> The task:
Look over the material below and count the lines that include "JSON". Give only the total.

> Record excerpts:
=-=-=

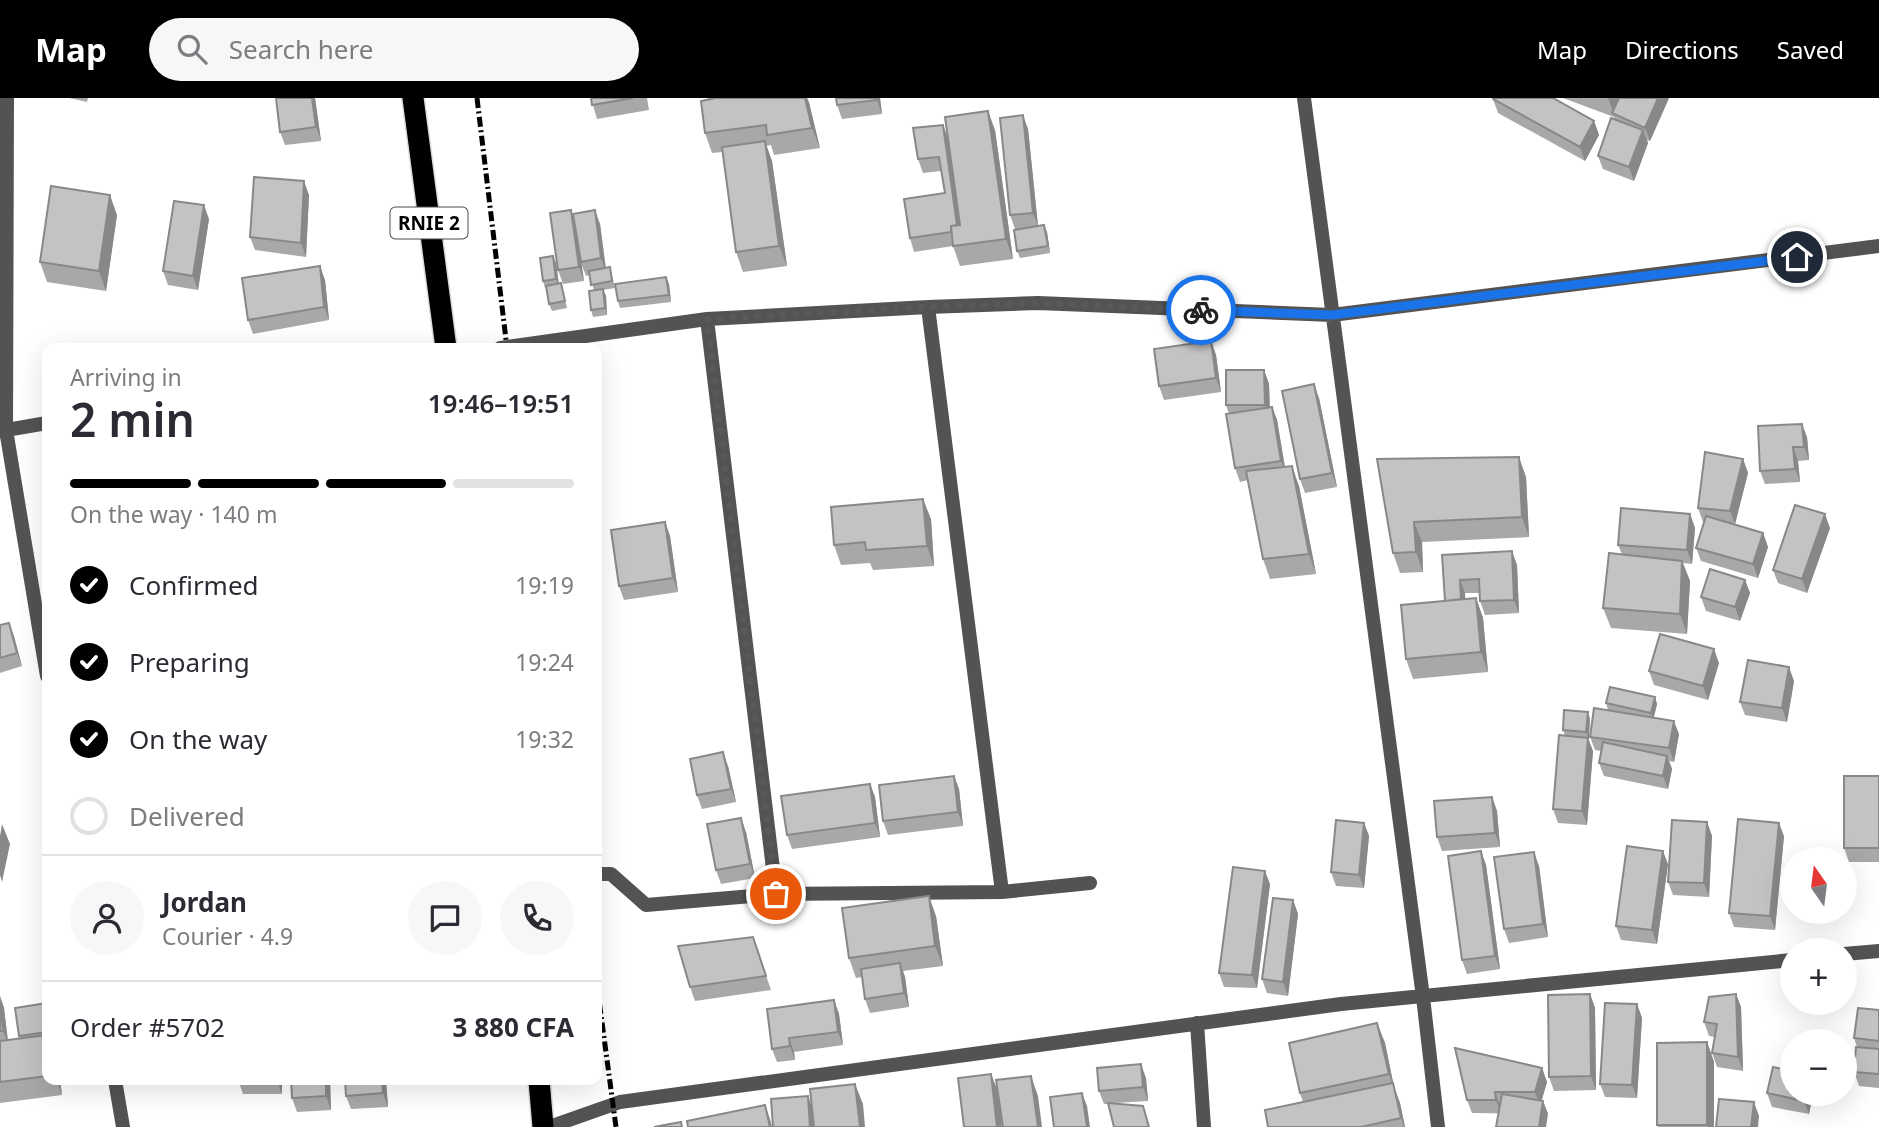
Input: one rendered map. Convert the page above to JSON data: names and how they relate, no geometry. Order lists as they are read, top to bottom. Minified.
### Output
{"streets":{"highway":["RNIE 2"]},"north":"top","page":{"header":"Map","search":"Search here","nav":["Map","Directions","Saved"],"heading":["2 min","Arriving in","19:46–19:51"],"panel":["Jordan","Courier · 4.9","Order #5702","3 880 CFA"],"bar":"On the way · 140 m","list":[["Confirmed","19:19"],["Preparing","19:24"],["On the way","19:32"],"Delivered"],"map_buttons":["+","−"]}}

=-=-=

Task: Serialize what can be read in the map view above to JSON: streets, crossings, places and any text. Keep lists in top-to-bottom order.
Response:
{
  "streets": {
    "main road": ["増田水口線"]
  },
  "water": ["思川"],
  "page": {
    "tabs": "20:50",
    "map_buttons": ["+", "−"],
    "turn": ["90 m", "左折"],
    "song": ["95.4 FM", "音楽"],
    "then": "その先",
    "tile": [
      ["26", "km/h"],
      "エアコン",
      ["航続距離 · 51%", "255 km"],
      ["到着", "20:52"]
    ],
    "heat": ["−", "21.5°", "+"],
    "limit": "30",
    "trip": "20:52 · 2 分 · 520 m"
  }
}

=-=-=

> Completed task:
2